Saved data entries
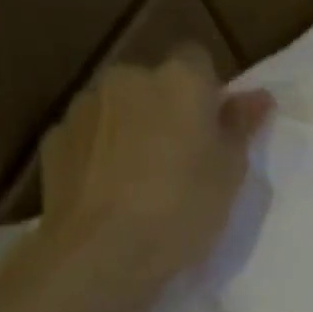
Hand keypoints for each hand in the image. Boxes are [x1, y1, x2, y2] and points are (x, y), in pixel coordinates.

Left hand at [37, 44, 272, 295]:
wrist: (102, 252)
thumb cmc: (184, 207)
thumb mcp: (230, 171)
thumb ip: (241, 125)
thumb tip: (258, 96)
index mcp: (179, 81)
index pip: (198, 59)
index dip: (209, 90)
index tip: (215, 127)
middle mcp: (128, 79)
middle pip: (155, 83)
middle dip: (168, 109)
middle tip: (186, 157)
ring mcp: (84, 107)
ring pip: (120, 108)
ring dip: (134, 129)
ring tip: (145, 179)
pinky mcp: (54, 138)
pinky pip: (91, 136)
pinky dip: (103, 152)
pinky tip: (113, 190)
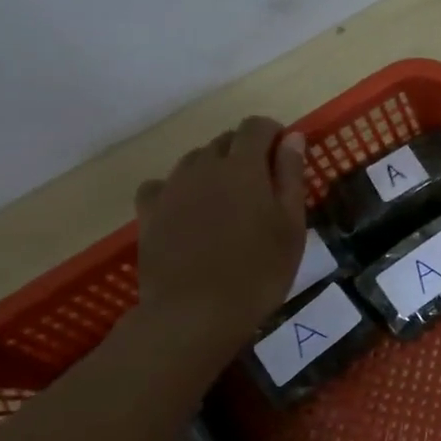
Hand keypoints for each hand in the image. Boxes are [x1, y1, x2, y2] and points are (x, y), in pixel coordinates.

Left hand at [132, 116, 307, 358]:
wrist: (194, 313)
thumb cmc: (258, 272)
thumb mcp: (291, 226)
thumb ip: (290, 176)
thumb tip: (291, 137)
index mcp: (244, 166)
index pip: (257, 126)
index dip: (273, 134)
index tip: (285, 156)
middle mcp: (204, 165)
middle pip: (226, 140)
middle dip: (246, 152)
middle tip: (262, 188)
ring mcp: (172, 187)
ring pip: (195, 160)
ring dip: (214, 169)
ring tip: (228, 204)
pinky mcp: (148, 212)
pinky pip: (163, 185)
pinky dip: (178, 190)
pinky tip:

**What is needed**
Repeat the records word for word. Leave out whatever pictures they hold.

**Result for this task**
Hand keypoints for each hand in the image. Boxes are [x1, y1, x2, y2] and points are (x, y), in pixel coordinates.

Left hand at [37, 44, 272, 295]:
wrist: (102, 252)
thumb cmc: (184, 207)
thumb mcp: (230, 171)
thumb ip: (241, 125)
thumb tip: (258, 96)
index mcp: (179, 81)
index pip: (198, 59)
index dip: (209, 90)
index tip: (215, 127)
middle mcp: (128, 79)
middle pip: (155, 83)
middle dip: (168, 109)
middle tip: (186, 157)
ring mcp: (84, 107)
ring pip: (120, 108)
ring dip: (134, 129)
ring tip: (145, 179)
pinky mcp: (54, 138)
pinky pip: (91, 136)
pinky dip: (103, 152)
pinky tip: (113, 190)
Hand keypoints for each hand in the image. Boxes are [x1, y1, x2, y2] and points are (x, y), in pixel coordinates.

Left hand at [132, 116, 307, 358]:
wrist: (194, 313)
thumb cmc: (258, 272)
thumb mcp: (291, 226)
thumb ip: (290, 176)
thumb tip: (291, 137)
index mcp: (244, 166)
index pip: (257, 126)
index dip: (273, 134)
index tip: (285, 156)
middle mcp: (204, 165)
middle pip: (226, 140)
middle dip: (246, 152)
middle tip: (262, 188)
ring mcp: (172, 187)
ring pip: (195, 160)
ring dip: (214, 169)
ring tip: (228, 204)
pinky mcp: (148, 212)
pinky pip: (163, 185)
pinky dip: (178, 190)
pinky tip:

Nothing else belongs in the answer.